Tag Archives: Rotorua

The sound of lava on willow

Friday 14th November – Monday 17th November
Rotorua to Auckland, North Island, New Zealand

On Friday, we took a bus from Rotorua to Hamilton, and then completed the Northern Explorer train route by riding on the Hamilton to Auckland section.

Our final few days in New Zealand were spent in Auckland. Although New Zealand’s capital is Wellington, Auckland is by far its biggest city, boasting some one million residents.

Rotorua to Auckland
Prior to catching our bus to Hamilton, we took a walk beside the lake in Rotorua, and saw the unusual (for us Europeans) black swans that live there.

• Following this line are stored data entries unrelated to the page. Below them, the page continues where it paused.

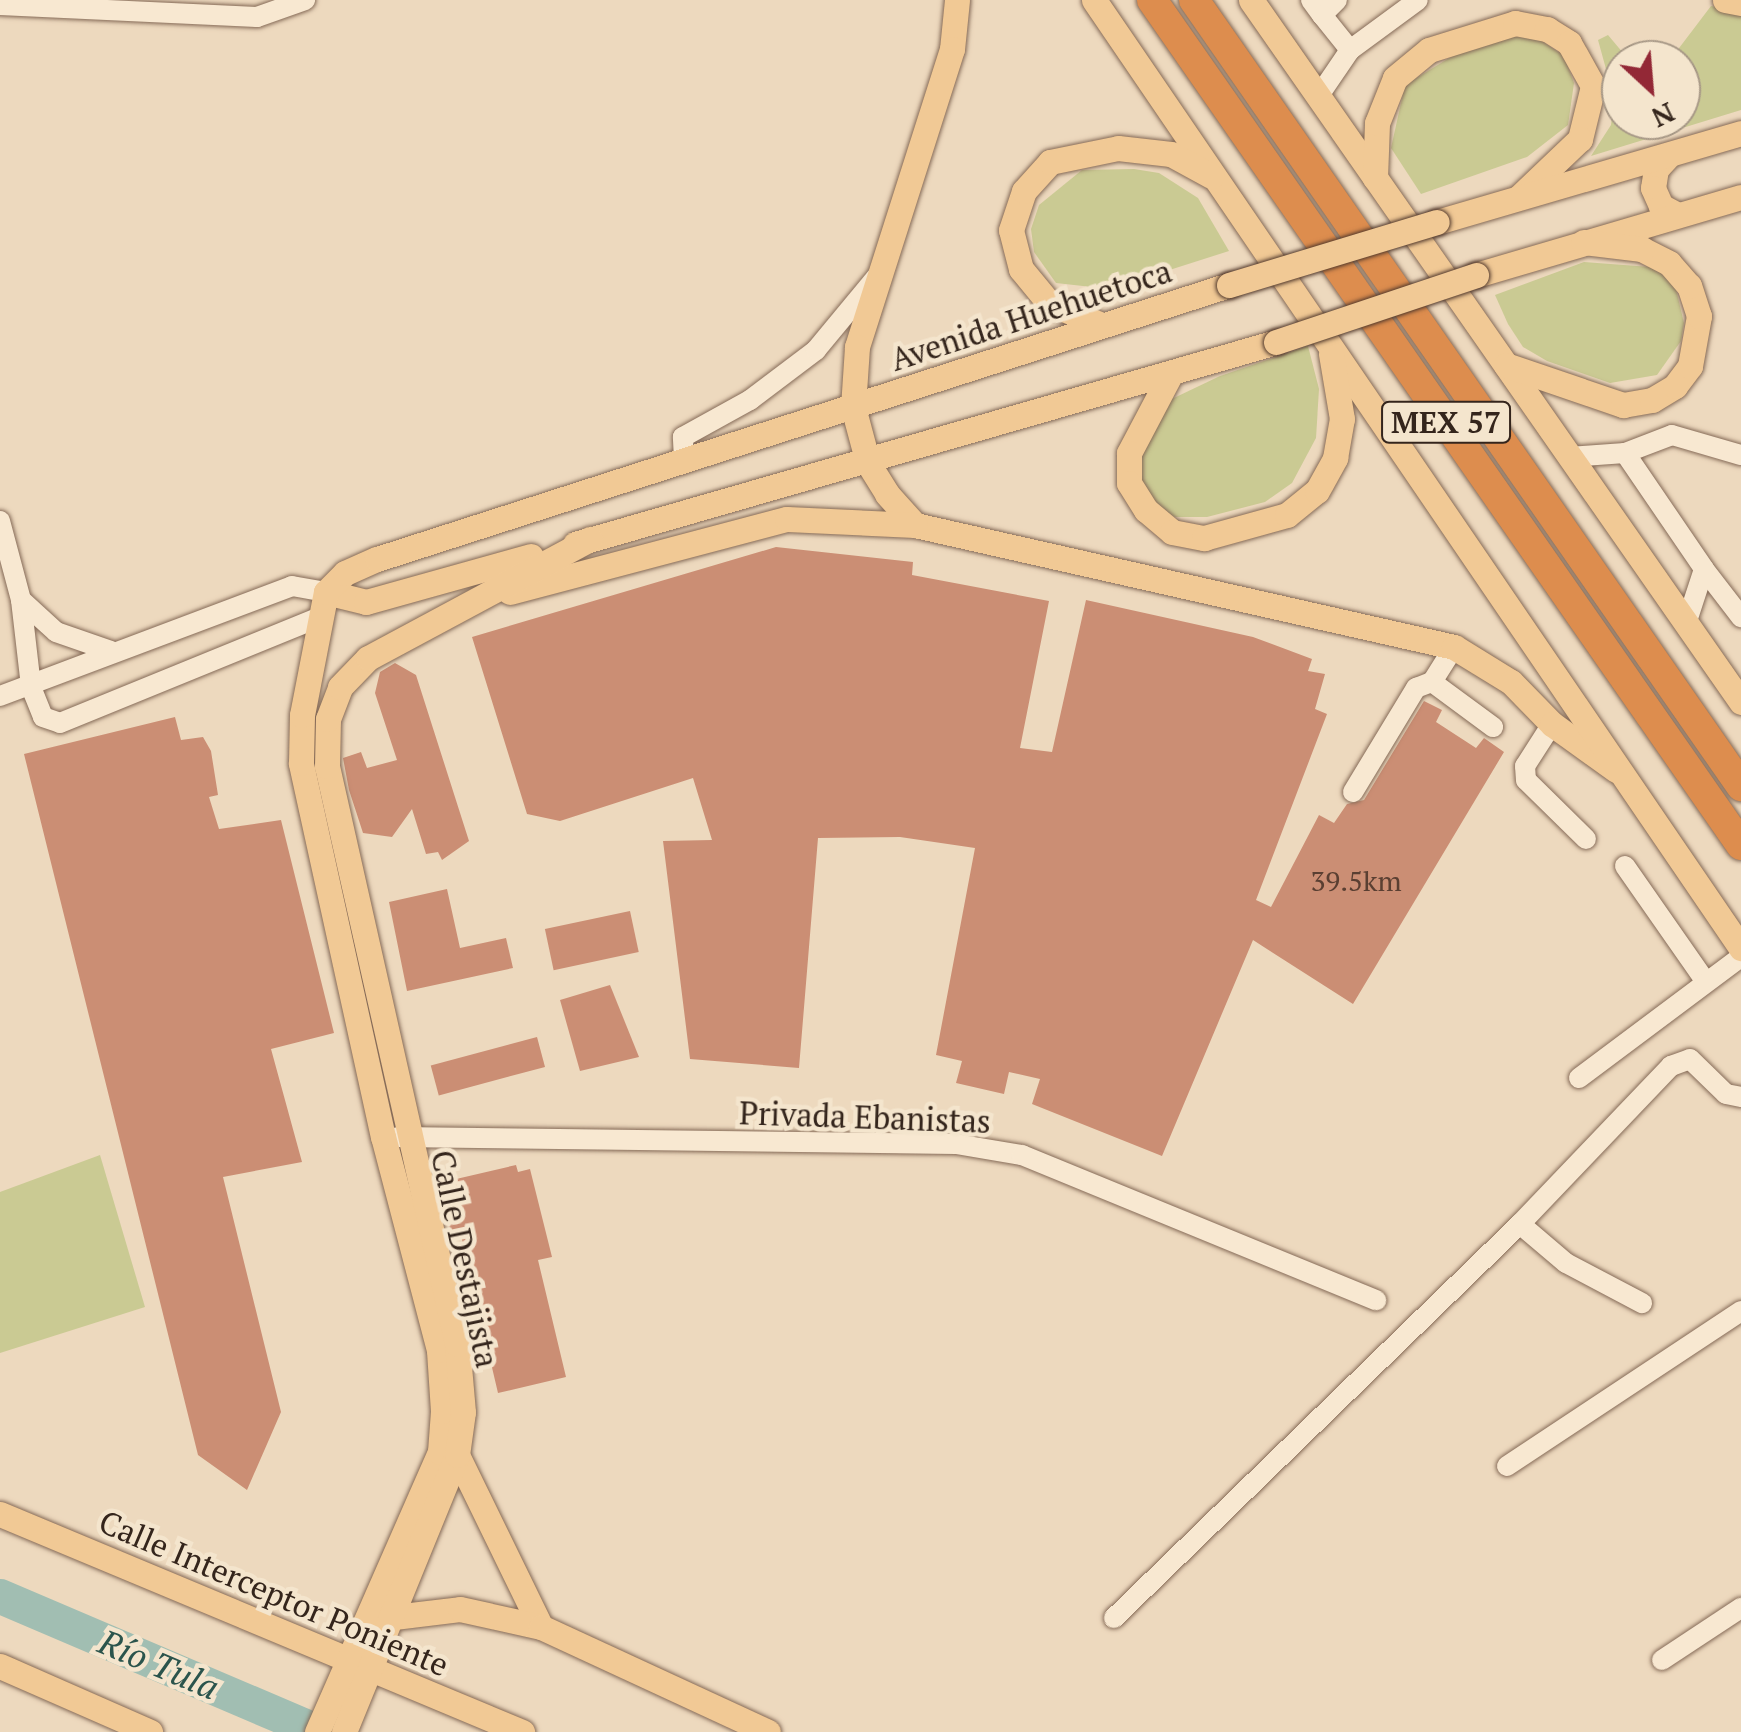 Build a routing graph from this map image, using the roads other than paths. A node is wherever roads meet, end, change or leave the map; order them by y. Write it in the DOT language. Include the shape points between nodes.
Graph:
graph roads {
  1 [pos="957,0"];
  2 [pos="1094,0"];
  3 [pos="1152,0"];
  4 [pos="1194,0"];
  5 [pos="1251,0"];
  6 [pos="1418,0"];
  7 [pos="1725,0"];
  8 [pos="303,1"];
  9 [pos="1741,3"];
  10 [pos="0,5"];
  11 [pos="1323,5"];
  12 [pos="1350,50"];
  13 [pos="1318,97"];
  14 [pos="1741,132"];
  15 [pos="1669,154"];
  16 [pos="1375,178"];
  17 [pos="1218,180"];
  18 [pos="1519,197"];
  19 [pos="1741,197"];
  20 [pos="1678,215"];
  21 [pos="1583,242"];
  22 [pos="879,274"];
  23 [pos="1102,325"];
  24 [pos="1330,344"];
  25 [pos="1506,365"];
  26 [pos="1169,377"];
  27 [pos="853,407"];
  28 [pos="1625,453"];
  29 [pos="1569,456"];
  30 [pos="1741,456"];
  31 [pos="684,458"];
  32 [pos="868,464"];
  33 [pos="0,521"];
  34 [pos="915,525"];
  35 [pos="590,539"];
  36 [pos="1704,569"];
  37 [pos="326,592"];
  38 [pos="21,600"];
  39 [pos="461,604"];
  40 [pos="1741,617"];
  41 [pos="316,618"];
  42 [pos="1686,624"];
  43 [pos="1454,647"];
  44 [pos="111,651"];
  45 [pos="1432,682"];
  46 [pos="32,686"];
  47 [pos="0,696"];
  48 [pos="1741,702"];
  49 [pos="1552,724"];
  50 [pos="1493,728"];
  51 [pos="1616,770"];
  52 [pos="1741,786"];
  53 [pos="1353,792"];
  54 [pos="1586,838"];
  55 [pos="1741,845"];
  56 [pos="1625,866"];
  57 [pos="1741,948"];
  58 [pos="1741,956"];
  59 [pos="1706,982"];
  60 [pos="1579,1078"];
  61 [pos="1741,1097"];
  62 [pos="394,1137"];
  63 [pos="1520,1224"];
  64 [pos="1376,1300"];
  65 [pos="1642,1303"];
  66 [pos="1741,1311"];
  67 [pos="449,1454"];
  68 [pos="1508,1466"];
  69 [pos="0,1514"];
  70 [pos="1741,1608"];
  71 [pos="383,1613"];
  72 [pos="1114,1618"];
  73 [pos="541,1628"];
  74 [pos="1662,1660"];
  75 [pos="0,1666"];
  76 [pos="355,1673"];
  77 [pos="150,1732"];
  78 [pos="318,1732"];
  79 [pos="344,1732"];
  80 [pos="522,1732"];
  81 [pos="768,1732"];
  1 -- 22 [label="main road" via="952,49"];
  2 -- 17 [label="main road"];
  3 -- 55 [label="highway, MEX 57"];
  4 -- 52 [label="highway, MEX 57"];
  5 -- 13 [label="main road"];
  6 -- 12 [label="street"];
  7 -- 9 [label="main road"];
  8 -- 10 [label="street" via="256,16"];
  11 -- 12 [label="street"];
  12 -- 13 [label="street"];
  13 -- 16 [label="main road"];
  14 -- 15 [label="main road, Avenida Huehuetoca"];
  15 -- 18 [label="main road, Avenida Huehuetoca"];
  15 -- 20 [label="main road" via="1656,169 1653,188 1662,206"];
  16 -- 18 [label="main road" via="1377,123 1395,78 1430,50 1515,23 1547,29 1568,43 1593,86 1580,139"];
  16 -- 25 [label="main road"];
  17 -- 23 [label="main road" via="1172,154 1118,148 1050,162 1024,191 1011,230 1021,269 1049,303"];
  17 -- 24 [label="main road"];
  18 -- 23 [label="main road, Avenida Huehuetoca, bridge"];
  19 -- 20 [label="main road"];
  20 -- 21 [label="main road"];
  21 -- 25 [label="main road" via="1642,249 1669,263 1689,286 1699,316 1690,366 1652,400 1623,405"];
  21 -- 26 [label="main road, bridge"];
  22 -- 27 [label="main road" via="857,347"];
  22 -- 31 [label="street" via="816,350 750,400 683,436"];
  23 -- 27 [label="main road, Avenida Huehuetoca"];
  24 -- 26 [label="main road" via="1342,419 1335,458 1317,492 1287,515 1204,538 1172,532 1146,510 1129,482 1129,453"];
  24 -- 51 [label="main road"];
  25 -- 29 [label="main road"];
  26 -- 32 [label="main road"];
  27 -- 31 [label="main road, Avenida Huehuetoca"];
  27 -- 32 [label="main road"];
  28 -- 29 [label="street"];
  28 -- 30 [label="street" via="1672,435"];
  28 -- 36 [label="street"];
  29 -- 42 [label="main road"];
  31 -- 37 [label="main road, Avenida Huehuetoca" via="345,574"];
  32 -- 34 [label="main road"];
  32 -- 35 [label="main road"];
  33 -- 38 [label="street"];
  34 -- 39 [label="main road" via="787,518"];
  34 -- 43 [label="main road"];
  35 -- 37 [label="main road" via="392,597 346,601"];
  35 -- 39 [label="main road"];
  36 -- 40 [label="street"];
  36 -- 42 [label="street"];
  37 -- 41 [label="main road"];
  37 -- 44 [label="street" via="292,586"];
  38 -- 44 [label="street" via="56,632"];
  38 -- 46 [label="street"];
  39 -- 62 [label="main road" via="368,658 340,687 328,719 327,766"];
  41 -- 46 [label="street" via="78,720 44,718"];
  41 -- 62 [label="main road" via="301,763"];
  42 -- 48 [label="main road"];
  43 -- 45 [label="street"];
  43 -- 49 [label="main road" via="1511,682"];
  44 -- 46 [label="street"];
  45 -- 50 [label="street"];
  45 -- 53 [label="street" via="1416,688"];
  46 -- 47 [label="street"];
  49 -- 51 [label="main road"];
  49 -- 54 [label="street" via="1525,766 1526,780"];
  51 -- 57 [label="main road"];
  56 -- 59 [label="street"];
  58 -- 59 [label="street"];
  59 -- 60 [label="street"];
  61 -- 63 [label="street" via="1726,1094 1690,1059 1671,1066"];
  62 -- 64 [label="street, Privada Ebanistas" via="956,1144 1022,1155"];
  62 -- 67 [label="main road, Calle Destajista" via="438,1350"];
  63 -- 65 [label="street" via="1566,1264"];
  63 -- 72 [label="street"];
  66 -- 68 [label="street"];
  67 -- 71 [label="main road, Calle Destajista"];
  67 -- 73 [label="main road, Calle Destajista"];
  69 -- 76 [label="main road, Calle Interceptor Poniente"];
  70 -- 74 [label="street"];
  71 -- 73 [label="main road" via="460,1609"];
  71 -- 76 [label="main road, Calle Destajista"];
  73 -- 81 [label="main road"];
  75 -- 77 [label="main road"];
  76 -- 78 [label="main road"];
  76 -- 79 [label="main road"];
  76 -- 80 [label="main road, Calle Interceptor Poniente"];
} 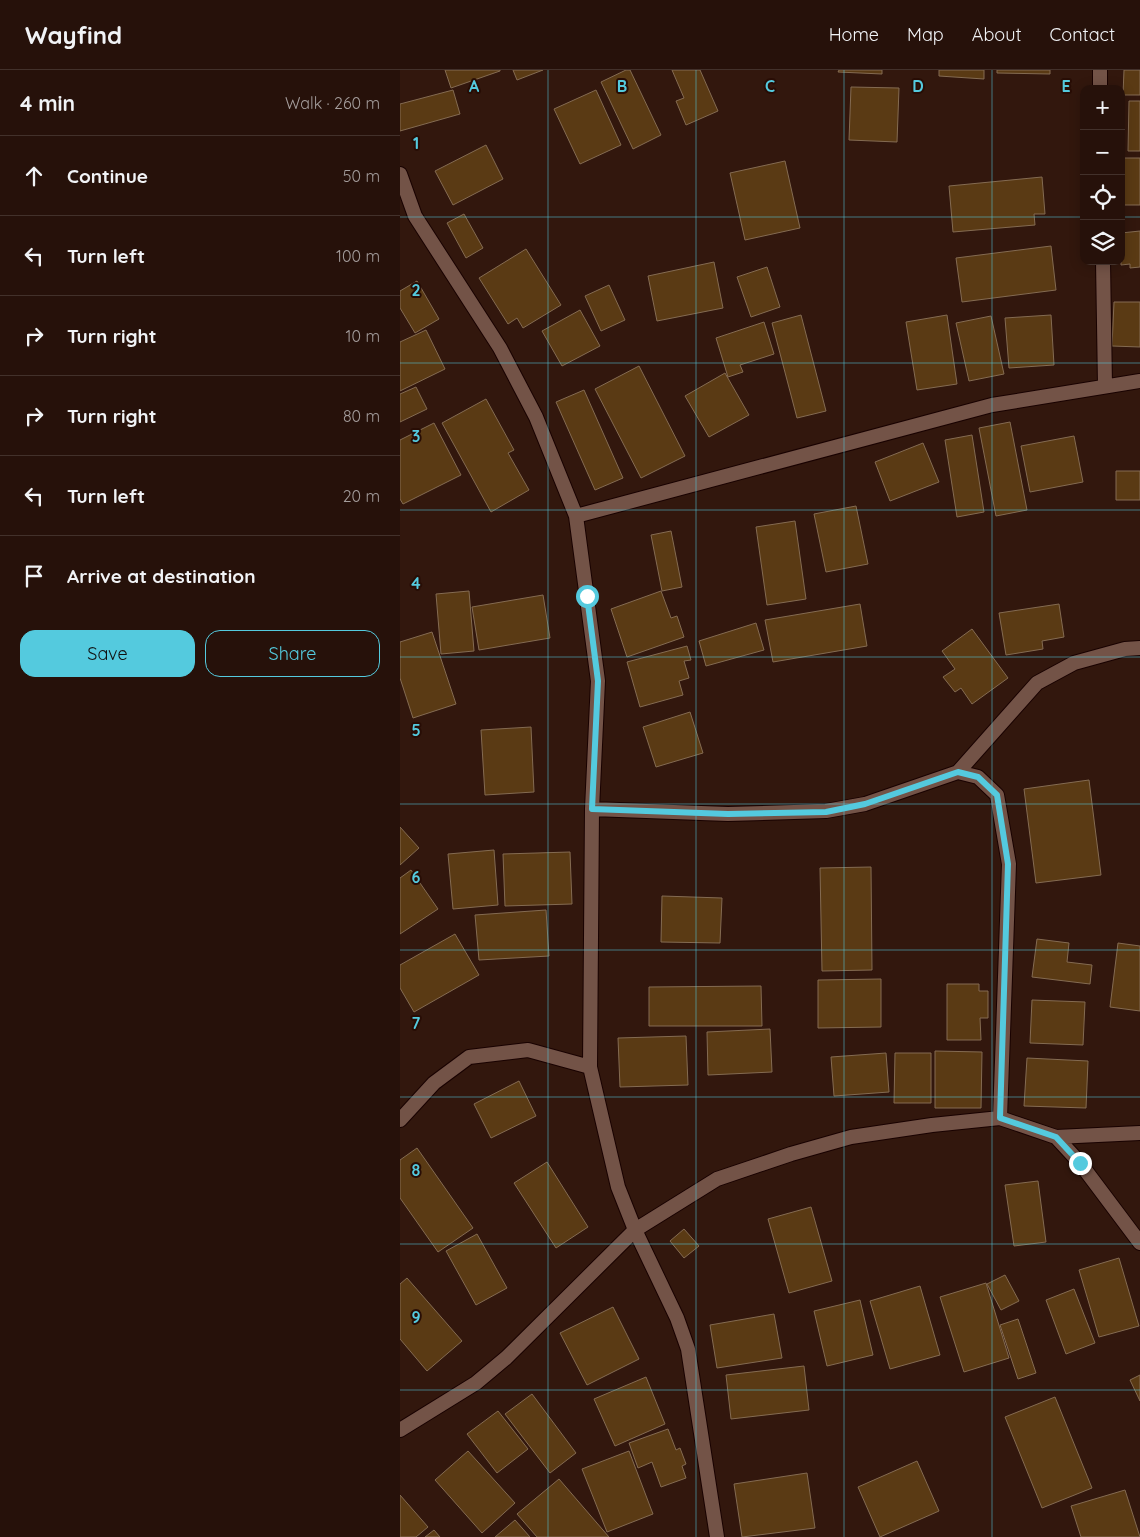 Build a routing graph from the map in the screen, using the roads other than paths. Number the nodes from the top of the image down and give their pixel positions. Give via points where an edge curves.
1 (1100, 70) edge
2 (1100, 85) edge
3 (400, 174) edge
4 (1103, 265) edge
5 (1140, 381) edge
6 (1105, 386) junction
7 (576, 516) junction
8 (1140, 648) edge
9 (958, 772) junction
10 (592, 809) junction
11 (590, 1067) junction
12 (1000, 1118) junction
13 (400, 1120) edge
14 (1140, 1133) edge
15 (1056, 1137) junction
16 (635, 1230) junction
17 (1140, 1243) edge
18 (400, 1430) edge
19 (717, 1537) edge

1 - 2 street
3 - 7 street via 415,216 500,348 536,417
4 - 6 street
5 - 6 street
6 - 7 street via 992,405
7 - 10 street via 598,681
8 - 9 street via 1074,663 1037,683
9 - 10 street via 865,804 826,812 728,814
9 - 12 street via 978,777 997,795 1008,864
10 - 11 street
11 - 13 street via 528,1050 469,1057 434,1083
11 - 16 street via 618,1187
12 - 15 street
12 - 16 street via 851,1137 791,1154 717,1179
14 - 15 street
15 - 17 street via 1080,1163
16 - 18 street via 506,1358 476,1383
16 - 19 street via 677,1318 688,1349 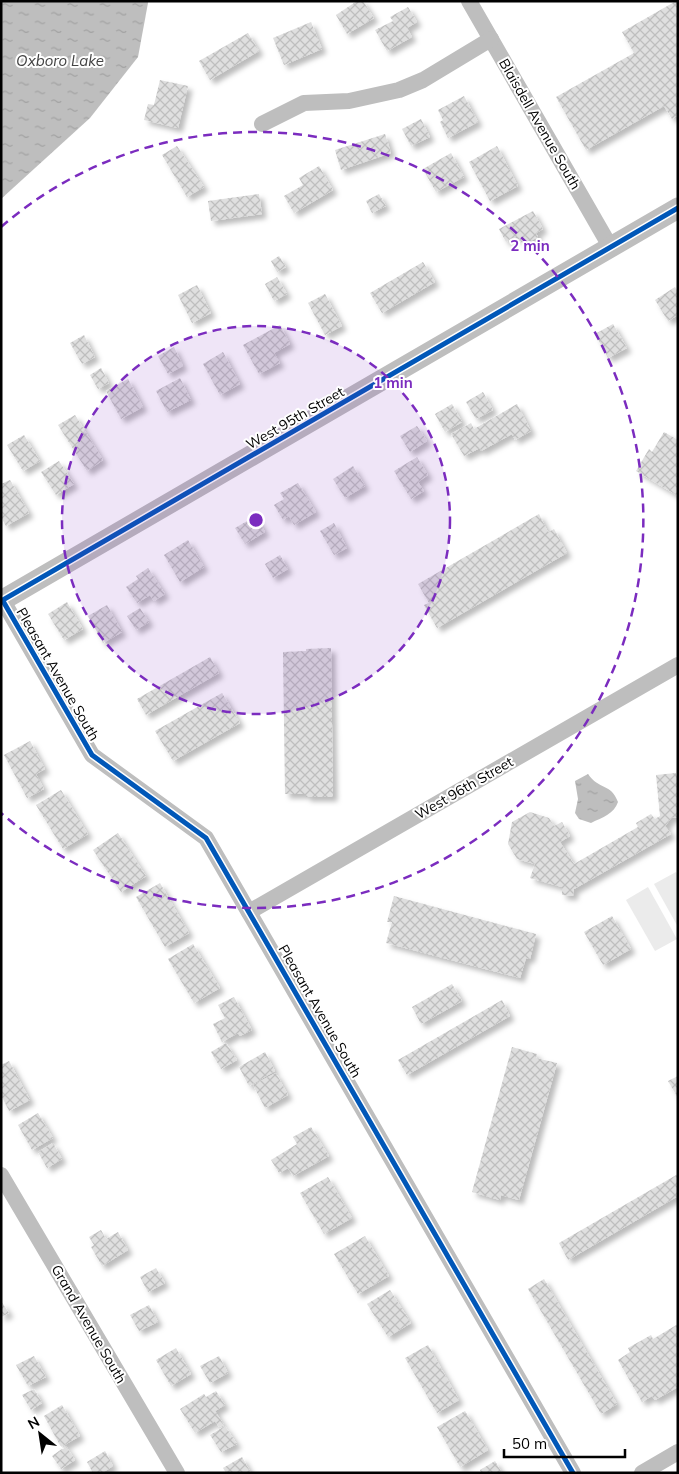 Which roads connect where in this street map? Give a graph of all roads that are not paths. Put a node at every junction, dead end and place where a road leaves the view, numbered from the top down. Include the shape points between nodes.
1 (469, 1) edge
2 (491, 39) junction
3 (262, 124) dead end
4 (678, 208) edge
5 (611, 248) junction
6 (2, 601) edge
7 (678, 665) edge
8 (249, 912) junction
9 (1, 1175) edge
10 (678, 1452) edge
11 (177, 1473) edge
12 (573, 1473) edge
13 (642, 1473) edge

We had an hour or so to spare in Hamilton, so we grabbed a snack. Simon decided that a photo was in order, as he felt that a snap with this waffle, banana and chocolate combo should be the updated version of the ice cream sundae shot that my parents always took when I was on holiday as a child!


We arrived in Auckland in the evening on Friday, and we caught a glimpse of the Sky Tower (the tallest man-made structure in New Zealand) on the way to our hotel.


Saturday was unfortunately rainy (although we can’t complain, as we have really had very few days of rain on our trip), but we did manage to have a look around the city. We used our guidebook to follow a bit of a walking tour of the city centre, taking in the modern Auckland Art Gallery building, Albert Park and the university area.

In the evening, we went to a city centre sports bar called Fox’s to watch the Four Nations Rugby League final between the New Zealand Kiwis and the Australia Kangaroos. The game was taking place in Wellington (about 650km from Auckland) and we would have loved to have been able to be there to see it live – rugby league is a less popular sport in NZ than rugby union, so we could potentially have got tickets – but the timings did not work out due to our flight on Monday. However, the atmosphere in the pub was great and we really enjoyed the match – particularly as the Kiwis were eventually victorious 22-18, after a close-fought battle.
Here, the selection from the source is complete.